Mittwoch, 17. Februar 2021

Razzia im Café Canna Berlin


Berliner CBD Café fordert ein Ende der Razzia-Schikane

Cannabis
Bild: Freeimages / Christian Kitazume

News von Derya Türkmen

Die Berliner Polizei hat Ende des Jahres 2020 mehrere Razzien in Berlin durchgeführt, unter anderem auch in dem CBD Café Canna Berlin. Die Beamten haben Produkte im Wert von insgesamt 5000 Euro beschlagnahmt, dies beinhaltet Ware wie Schokolade, Öle, Hanfsamen und Blüten, die im Labor auf THC-Gehalt überprüft werden sollten. Die Betreiber des Café Canna Berlin versichern jedoch, dass ihre Produkte weder berauschend noch einen THC-Gehalt von über 0,2 % haben und empfinden diese Razzien als Schikane: „So eine Razzia bedeutet eine emotionale Belastung und durch die Beschlagnahmung unserer Ware auch einen wirtschaftlichen Schaden. Wir fordern deshalb: Die Schikane muss ein Ende haben! Schluss mit den CBD-Razzien.“

12 Antworten auf „Razzia im Café Canna Berlin

  1. smile Indica

    Das ist so wenn die Politik korrupt und kriminell ist und “ dein Freund und Helfer“ zu einer Terrororganisation ohne Anstand, Hirn und Verstand, mutiert ist. Es gibt aber einige Bereiche, die noch ausbaufähig sind. Sie könnte ja zur Abwechslung, mal wieder jemand von hinten in den Kopf schießen. Man muß ja ständig an seinem guten Ruf arbeiten.

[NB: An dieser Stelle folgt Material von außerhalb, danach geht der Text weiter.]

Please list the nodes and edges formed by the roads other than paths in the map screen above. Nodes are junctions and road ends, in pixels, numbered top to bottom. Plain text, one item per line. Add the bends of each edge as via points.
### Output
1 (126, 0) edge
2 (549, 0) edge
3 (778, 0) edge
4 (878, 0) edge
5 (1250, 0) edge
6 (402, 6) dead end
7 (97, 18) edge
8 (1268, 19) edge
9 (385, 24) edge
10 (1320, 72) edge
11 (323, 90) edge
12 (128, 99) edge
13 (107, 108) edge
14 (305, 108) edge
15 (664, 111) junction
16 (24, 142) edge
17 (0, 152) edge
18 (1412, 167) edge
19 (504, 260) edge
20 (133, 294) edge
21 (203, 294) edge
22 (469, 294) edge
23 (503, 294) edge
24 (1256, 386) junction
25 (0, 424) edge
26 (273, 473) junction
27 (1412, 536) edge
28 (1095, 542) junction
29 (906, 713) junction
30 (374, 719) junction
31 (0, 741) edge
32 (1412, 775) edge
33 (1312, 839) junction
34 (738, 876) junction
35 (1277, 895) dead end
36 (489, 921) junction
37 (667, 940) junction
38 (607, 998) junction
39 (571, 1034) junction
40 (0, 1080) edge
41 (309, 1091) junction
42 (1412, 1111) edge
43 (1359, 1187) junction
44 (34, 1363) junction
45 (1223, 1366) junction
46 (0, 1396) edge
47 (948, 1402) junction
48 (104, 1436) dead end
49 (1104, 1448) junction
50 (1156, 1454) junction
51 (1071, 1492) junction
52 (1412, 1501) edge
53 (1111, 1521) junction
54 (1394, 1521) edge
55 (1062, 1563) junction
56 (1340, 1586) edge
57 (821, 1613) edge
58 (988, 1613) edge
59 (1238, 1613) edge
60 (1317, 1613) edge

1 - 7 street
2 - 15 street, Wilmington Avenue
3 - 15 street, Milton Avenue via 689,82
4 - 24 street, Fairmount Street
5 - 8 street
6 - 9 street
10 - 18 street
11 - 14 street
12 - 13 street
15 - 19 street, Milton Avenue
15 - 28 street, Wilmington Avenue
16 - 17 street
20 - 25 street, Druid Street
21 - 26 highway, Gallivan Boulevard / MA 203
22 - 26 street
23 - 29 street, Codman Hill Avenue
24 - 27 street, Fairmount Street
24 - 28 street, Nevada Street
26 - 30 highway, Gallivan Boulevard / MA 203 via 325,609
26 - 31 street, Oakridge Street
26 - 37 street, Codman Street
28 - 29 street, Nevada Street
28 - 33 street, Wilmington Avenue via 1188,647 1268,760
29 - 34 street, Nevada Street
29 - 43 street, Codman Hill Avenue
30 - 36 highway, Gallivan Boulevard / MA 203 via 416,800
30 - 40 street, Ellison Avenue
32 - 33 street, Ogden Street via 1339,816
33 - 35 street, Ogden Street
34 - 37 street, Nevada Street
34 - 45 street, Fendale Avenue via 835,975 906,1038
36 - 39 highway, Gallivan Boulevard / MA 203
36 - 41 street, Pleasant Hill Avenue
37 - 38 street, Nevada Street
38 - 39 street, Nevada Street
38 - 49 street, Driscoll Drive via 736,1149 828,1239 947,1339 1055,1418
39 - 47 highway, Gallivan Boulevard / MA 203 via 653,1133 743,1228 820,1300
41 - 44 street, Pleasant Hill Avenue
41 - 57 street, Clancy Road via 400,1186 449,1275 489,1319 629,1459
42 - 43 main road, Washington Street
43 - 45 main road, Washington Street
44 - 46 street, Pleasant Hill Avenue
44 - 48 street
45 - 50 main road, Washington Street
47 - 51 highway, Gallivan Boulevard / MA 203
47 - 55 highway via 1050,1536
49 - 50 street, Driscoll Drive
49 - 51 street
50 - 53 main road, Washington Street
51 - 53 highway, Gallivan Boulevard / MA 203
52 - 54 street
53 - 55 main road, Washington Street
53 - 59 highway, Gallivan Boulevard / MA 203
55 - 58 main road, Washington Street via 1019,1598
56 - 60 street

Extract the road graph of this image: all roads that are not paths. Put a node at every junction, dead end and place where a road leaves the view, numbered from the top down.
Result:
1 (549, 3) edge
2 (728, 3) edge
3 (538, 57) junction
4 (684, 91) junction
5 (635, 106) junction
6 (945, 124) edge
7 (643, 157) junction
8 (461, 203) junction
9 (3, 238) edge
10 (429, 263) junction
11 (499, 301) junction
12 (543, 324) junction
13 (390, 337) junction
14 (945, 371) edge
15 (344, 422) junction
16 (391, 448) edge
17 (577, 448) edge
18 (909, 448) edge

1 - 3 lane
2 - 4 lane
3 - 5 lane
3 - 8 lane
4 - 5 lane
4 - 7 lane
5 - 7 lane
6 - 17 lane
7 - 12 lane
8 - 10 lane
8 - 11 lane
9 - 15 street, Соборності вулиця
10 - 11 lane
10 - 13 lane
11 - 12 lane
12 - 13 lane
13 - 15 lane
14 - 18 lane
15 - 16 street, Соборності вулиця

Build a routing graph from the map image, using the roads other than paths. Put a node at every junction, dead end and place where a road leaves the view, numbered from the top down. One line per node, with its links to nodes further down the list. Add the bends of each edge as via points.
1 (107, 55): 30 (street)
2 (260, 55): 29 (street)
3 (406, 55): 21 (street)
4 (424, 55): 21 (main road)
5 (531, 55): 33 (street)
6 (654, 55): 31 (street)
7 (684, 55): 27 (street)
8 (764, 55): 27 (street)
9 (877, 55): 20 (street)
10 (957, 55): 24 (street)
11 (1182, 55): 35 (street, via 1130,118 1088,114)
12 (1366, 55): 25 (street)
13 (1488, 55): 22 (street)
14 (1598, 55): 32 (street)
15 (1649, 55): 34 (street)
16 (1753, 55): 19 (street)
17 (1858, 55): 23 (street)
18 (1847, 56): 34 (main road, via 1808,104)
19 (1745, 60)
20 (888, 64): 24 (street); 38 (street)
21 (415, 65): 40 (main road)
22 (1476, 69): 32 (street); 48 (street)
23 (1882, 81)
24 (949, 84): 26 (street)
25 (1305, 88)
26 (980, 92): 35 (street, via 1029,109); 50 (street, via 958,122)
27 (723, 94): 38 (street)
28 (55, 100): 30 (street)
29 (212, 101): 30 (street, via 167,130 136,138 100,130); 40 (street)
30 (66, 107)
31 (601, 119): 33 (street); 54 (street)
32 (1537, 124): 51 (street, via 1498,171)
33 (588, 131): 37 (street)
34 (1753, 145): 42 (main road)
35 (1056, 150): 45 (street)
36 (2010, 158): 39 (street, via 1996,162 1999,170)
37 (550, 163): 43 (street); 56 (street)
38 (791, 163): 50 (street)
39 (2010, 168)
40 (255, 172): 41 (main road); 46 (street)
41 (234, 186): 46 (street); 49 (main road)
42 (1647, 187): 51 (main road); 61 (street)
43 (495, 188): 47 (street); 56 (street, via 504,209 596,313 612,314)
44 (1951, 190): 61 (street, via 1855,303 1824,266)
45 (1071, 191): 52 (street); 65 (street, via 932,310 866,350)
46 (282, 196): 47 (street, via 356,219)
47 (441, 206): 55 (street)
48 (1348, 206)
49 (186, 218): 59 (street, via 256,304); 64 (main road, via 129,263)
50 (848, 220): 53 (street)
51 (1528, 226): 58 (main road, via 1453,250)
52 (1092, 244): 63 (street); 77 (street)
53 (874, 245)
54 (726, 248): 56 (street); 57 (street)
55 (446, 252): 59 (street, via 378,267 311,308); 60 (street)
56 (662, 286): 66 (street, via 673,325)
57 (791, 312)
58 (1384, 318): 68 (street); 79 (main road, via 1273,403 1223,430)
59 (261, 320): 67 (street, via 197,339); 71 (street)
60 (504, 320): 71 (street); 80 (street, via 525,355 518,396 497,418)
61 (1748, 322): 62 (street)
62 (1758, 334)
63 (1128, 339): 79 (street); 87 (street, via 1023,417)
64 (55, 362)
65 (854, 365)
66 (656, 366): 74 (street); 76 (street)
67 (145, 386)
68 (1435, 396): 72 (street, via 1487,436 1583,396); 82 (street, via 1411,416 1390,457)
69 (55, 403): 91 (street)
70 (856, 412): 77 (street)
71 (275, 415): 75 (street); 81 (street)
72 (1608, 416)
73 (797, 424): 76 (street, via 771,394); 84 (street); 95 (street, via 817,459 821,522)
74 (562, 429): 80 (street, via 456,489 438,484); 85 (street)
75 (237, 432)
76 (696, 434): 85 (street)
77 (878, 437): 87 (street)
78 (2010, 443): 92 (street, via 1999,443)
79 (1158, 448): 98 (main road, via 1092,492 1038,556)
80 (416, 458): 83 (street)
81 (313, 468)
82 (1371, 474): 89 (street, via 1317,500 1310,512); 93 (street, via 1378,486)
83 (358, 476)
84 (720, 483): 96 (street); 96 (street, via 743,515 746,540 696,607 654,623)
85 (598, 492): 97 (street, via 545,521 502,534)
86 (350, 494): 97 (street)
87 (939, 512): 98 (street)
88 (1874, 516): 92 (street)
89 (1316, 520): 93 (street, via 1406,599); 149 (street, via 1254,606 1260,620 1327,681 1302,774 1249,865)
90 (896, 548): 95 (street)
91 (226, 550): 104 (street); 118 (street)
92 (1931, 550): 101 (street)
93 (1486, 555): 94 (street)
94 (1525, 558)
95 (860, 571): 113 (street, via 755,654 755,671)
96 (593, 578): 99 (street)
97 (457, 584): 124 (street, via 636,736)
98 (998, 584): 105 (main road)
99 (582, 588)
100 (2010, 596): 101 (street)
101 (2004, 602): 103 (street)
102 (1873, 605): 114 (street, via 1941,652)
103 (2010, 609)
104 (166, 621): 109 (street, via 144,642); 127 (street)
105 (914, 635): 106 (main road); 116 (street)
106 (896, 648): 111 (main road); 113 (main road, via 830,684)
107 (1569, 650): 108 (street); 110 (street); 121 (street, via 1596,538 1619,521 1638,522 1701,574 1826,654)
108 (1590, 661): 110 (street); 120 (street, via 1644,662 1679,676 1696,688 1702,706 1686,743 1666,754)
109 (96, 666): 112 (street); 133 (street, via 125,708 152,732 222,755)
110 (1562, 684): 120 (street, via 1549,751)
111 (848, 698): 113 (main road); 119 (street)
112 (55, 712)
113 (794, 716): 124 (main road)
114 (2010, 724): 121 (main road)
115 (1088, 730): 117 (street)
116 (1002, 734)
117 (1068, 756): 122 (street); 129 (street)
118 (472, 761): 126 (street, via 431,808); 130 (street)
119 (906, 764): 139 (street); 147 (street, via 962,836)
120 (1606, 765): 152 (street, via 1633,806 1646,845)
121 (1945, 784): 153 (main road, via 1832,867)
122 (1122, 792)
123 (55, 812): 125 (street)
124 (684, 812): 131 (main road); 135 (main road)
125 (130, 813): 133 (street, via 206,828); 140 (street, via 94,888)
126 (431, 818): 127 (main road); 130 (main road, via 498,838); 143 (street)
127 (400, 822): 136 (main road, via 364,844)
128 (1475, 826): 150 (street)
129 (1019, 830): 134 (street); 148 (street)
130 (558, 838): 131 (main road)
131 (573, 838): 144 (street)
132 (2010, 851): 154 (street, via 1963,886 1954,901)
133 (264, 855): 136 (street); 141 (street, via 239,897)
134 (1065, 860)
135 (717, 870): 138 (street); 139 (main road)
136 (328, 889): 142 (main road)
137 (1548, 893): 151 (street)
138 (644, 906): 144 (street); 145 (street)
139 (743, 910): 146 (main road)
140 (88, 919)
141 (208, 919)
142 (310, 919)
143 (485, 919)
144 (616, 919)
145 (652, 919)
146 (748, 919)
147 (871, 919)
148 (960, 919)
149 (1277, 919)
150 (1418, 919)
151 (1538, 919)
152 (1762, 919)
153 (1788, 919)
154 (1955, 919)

  2. Oberfeldwebel Vollhorst

    Marginalisierung von Minderheiten als Arbeitsbeschaffungsmaßnahme für die Polizei und die Labore.
    Könnt stolz auf euch sein liebe Menschen von der Polizei. Verfolgung von unschuldigen Menschen ist ja Tradition in Deutschland. Die Polizei, dein Ächter und Schlächter.

  3. Otto Normal

    Deutschland das Land der Dichter und Denker?
    Deutschland das Land der Richter und Henker!

  4. Ginsburg

    In Berlin funktioniert sonst nichts, aber sowas geht immer. Die Dealer im Görli hingegen machen was sie wollen. Lächerlich.

  5. DIE HANFINITIATIVE

    ZUM ***ANTRAG DER LINKEN: https://de.wikipedia.org/wiki/Reefer_Madness – darauf beruht historisch die deutsche Drogenpolitik.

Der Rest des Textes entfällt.